| EXERCISE REQUIREMENTS |
Within the records below, find each line that holds the string "dead", then copy it.

Saved entries

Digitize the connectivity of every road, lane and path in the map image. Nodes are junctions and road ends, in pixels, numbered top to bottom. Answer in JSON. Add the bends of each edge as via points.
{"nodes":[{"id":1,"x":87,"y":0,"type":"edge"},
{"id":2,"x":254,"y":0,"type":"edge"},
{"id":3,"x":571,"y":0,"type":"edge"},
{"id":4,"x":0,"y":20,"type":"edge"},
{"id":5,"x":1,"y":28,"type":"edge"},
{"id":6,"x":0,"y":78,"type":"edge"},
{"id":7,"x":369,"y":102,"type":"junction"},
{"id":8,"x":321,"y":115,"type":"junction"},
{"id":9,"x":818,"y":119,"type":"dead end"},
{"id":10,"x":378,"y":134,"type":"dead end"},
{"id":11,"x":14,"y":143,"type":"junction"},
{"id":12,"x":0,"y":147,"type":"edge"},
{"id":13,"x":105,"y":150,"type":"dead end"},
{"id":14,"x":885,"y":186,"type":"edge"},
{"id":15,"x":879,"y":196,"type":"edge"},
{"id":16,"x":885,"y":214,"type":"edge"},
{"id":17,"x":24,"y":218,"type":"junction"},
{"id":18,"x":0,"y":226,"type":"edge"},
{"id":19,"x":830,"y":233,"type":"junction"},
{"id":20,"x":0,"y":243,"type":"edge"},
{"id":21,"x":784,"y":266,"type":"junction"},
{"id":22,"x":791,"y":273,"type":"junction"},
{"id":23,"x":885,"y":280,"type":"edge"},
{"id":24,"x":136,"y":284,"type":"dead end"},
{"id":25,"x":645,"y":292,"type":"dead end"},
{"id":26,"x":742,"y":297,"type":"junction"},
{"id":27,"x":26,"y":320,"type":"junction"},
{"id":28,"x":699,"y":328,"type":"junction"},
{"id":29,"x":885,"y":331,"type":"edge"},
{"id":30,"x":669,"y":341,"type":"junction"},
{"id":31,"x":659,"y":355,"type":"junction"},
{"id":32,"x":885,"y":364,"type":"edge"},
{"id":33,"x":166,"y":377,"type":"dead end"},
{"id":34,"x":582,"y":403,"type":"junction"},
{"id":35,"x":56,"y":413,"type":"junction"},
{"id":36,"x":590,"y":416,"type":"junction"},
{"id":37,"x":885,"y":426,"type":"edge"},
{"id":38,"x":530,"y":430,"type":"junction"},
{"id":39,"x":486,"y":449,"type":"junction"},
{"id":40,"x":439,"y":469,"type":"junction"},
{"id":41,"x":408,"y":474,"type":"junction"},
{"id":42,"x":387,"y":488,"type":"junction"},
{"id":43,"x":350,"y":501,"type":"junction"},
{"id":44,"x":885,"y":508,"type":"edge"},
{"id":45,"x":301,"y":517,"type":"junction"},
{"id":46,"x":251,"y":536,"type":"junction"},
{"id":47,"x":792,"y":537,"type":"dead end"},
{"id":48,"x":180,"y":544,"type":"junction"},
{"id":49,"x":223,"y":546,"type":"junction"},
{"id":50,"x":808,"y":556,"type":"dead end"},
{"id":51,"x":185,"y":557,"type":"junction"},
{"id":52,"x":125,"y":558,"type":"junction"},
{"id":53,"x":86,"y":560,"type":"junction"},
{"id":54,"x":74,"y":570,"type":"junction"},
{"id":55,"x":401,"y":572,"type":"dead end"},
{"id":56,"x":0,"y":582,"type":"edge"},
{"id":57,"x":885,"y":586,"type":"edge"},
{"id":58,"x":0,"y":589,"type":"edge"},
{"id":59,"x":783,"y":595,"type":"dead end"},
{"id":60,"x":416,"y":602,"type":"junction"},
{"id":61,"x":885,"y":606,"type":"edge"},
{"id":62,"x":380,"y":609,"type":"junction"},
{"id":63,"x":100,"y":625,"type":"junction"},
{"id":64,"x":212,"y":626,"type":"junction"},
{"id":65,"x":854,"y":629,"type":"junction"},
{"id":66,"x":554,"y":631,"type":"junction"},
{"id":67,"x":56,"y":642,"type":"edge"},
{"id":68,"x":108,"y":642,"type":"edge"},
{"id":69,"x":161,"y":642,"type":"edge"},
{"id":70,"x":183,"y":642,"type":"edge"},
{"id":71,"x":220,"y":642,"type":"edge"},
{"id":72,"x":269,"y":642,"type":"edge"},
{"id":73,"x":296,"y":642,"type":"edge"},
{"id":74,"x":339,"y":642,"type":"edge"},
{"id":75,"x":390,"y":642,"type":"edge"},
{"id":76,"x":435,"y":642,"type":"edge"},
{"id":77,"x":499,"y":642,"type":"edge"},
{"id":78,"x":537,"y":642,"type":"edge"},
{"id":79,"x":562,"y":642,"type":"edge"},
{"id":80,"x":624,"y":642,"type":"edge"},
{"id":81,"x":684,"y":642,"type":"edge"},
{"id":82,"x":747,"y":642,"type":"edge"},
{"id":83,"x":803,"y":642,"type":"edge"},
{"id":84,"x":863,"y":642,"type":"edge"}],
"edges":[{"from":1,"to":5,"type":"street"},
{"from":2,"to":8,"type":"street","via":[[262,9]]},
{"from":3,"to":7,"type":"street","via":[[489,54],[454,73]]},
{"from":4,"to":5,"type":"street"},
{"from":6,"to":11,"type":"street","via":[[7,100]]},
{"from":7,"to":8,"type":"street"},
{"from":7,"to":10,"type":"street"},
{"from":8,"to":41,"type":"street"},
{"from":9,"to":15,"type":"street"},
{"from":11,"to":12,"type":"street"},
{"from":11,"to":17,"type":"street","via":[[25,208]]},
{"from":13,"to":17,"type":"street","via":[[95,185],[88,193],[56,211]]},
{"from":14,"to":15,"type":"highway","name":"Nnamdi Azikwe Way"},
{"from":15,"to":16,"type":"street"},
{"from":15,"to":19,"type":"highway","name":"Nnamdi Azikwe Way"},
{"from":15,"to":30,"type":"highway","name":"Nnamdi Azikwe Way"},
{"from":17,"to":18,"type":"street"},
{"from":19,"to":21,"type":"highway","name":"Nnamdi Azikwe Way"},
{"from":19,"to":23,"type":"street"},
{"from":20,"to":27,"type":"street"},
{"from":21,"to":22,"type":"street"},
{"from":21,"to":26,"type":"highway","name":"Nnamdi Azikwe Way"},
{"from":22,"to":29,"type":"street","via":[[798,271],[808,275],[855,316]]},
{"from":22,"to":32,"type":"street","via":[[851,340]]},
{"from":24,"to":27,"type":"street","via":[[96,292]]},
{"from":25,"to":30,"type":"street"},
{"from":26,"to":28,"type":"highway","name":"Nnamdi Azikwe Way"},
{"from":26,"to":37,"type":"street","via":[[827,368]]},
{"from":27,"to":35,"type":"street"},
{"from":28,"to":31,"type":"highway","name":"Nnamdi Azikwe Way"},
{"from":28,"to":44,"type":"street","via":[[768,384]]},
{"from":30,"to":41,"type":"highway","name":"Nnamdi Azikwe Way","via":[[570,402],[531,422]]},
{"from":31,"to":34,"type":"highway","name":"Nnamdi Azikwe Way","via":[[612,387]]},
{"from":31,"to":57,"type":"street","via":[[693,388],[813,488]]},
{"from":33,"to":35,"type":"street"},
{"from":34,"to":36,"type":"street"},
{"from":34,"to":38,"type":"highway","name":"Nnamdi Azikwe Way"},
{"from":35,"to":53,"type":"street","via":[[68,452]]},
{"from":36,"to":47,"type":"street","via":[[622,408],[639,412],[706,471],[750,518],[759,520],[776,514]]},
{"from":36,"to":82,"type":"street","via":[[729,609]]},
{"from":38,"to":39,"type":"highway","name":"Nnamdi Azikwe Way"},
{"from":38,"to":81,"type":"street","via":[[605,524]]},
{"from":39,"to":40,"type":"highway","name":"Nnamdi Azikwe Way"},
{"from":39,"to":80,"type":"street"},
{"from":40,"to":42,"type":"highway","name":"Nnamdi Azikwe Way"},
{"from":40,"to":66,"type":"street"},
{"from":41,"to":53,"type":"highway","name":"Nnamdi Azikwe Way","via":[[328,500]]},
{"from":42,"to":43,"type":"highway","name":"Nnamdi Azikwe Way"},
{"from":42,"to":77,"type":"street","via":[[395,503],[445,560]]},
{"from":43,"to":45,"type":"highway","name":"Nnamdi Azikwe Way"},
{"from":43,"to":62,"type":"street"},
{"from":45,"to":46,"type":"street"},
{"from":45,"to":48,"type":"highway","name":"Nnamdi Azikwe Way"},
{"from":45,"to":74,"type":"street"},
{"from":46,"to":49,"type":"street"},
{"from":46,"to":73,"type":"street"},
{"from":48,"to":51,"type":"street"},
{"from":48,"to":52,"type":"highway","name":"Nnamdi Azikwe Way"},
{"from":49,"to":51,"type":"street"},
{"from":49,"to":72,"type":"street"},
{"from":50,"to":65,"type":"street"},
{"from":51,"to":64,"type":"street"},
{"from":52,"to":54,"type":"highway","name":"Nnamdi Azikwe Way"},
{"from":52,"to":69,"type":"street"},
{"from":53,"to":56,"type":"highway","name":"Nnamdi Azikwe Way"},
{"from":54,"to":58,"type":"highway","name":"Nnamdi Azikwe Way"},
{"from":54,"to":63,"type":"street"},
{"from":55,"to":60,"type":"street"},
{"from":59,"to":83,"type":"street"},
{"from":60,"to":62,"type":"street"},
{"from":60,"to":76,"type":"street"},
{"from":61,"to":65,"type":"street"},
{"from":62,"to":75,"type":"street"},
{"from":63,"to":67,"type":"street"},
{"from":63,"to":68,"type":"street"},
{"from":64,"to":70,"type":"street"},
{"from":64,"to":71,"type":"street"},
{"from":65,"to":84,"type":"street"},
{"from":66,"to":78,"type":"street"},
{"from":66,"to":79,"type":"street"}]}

| EXERCISE RESULT |
{"id":9,"x":818,"y":119,"type":"dead end"},
{"id":10,"x":378,"y":134,"type":"dead end"},
{"id":13,"x":105,"y":150,"type":"dead end"},
{"id":24,"x":136,"y":284,"type":"dead end"},
{"id":25,"x":645,"y":292,"type":"dead end"},
{"id":33,"x":166,"y":377,"type":"dead end"},
{"id":47,"x":792,"y":537,"type":"dead end"},
{"id":50,"x":808,"y":556,"type":"dead end"},
{"id":55,"x":401,"y":572,"type":"dead end"},
{"id":59,"x":783,"y":595,"type":"dead end"},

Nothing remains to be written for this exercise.